Le mouvement mondial pour la justice climatique s’est considérablement développé depuis le début des années 2000, alors que les effets croissants du changement climatique à tous les niveaux de la société et des écosystèmes sont devenus plus apparents. De nombreux groupes sociaux différents, des mouvements contre les expulsions à ceux qui appellent à la justice alimentaire, ont adopté l’appel à la justice climatique et intégré les questions climatiques dans leurs agendas.

À son tour, le mouvement mondial pour la justice climatique a abordé d’autres problèmes de justice sociale. La grève pour le climat du 5 novembre et la marche de la Journée mondiale d’action pour la justice climatique le lendemain ont été des exemples d’une telle mobilisation. Ils ont rassemblé des milliers de personnes de différents mouvements et groupes sociaux dans les rues de Glasgow.

Raul de Lima de l’organisation Climate Clock affirme que « la présence des blocs antiracistes et féministes dans les manifestations populaires montre l’importance d’un combat intersectionnel pour la justice climatique. La justice climatique ne se produira jamais si les peuples noirs et autochtones sont uniquement invités aux panels, mais jamais pour prendre des décisions ou recevoir des fonds pour la préservation des terres. » Le collectif Climate Clock visualise des mesures climatiques importantes, telles que la quantité de terres que les peuples autochtones protègent, la quantité d’énergie mondiale provenant de sources renouvelables et le temps dont nous disposons, avec les émissions de carbone actuelles, jusqu’à ce que nous atteignions un réchauffement de 1,5 degré Celsius.

Le concept de justice climatique comprend le changement climatique comme un phénomène social, économique et écologique qui affecte les communautés et les écosystèmes de manière inégale en raison des inégalités sociales existantes telles que le revenu, le sexe, la race, l’âge, la sexualité ou les handicaps mentaux et physiques.

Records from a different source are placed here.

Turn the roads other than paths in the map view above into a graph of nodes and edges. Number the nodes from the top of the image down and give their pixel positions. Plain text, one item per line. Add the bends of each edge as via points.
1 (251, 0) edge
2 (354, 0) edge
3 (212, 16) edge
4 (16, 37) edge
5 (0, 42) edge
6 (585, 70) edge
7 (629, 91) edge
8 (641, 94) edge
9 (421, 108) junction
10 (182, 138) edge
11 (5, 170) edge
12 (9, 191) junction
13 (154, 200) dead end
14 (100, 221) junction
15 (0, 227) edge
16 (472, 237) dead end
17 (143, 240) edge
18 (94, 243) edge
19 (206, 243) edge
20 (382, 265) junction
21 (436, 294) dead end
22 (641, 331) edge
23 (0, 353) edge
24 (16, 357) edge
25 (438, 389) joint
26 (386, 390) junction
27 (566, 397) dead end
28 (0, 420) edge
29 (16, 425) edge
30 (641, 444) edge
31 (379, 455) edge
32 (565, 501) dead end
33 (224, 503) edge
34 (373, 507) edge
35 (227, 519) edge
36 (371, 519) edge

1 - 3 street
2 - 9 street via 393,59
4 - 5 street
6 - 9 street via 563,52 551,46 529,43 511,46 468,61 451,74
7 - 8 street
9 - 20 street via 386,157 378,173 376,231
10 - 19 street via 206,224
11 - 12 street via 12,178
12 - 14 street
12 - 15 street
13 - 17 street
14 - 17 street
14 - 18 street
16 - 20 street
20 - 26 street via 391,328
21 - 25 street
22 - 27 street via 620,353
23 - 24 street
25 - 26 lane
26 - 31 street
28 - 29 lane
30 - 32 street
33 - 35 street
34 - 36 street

Le concept reconnaît les responsabilités historiques des pays du Nord et des entreprises multinationales extractives en tant que principaux moteurs du changement climatique, qui devraient ainsi payer le plus pour l’action climatique à l’échelle mondiale. Pour que les accords et politiques climatiques mettent fin aux inégalités plutôt que de les renforcer, ils doivent intégrer une vision de la justice climatique. Cela ne s’est pas produit à la COP26.

Le mouvement mondial pour la justice climatique n’a pas seulement participé aux conférences sur le climat au cours des dernières années. Il a également organisé des espaces alternatifs plus démocratiques qui cherchent à construire et à renforcer des mouvements et des réseaux transnationaux contre le système capitaliste.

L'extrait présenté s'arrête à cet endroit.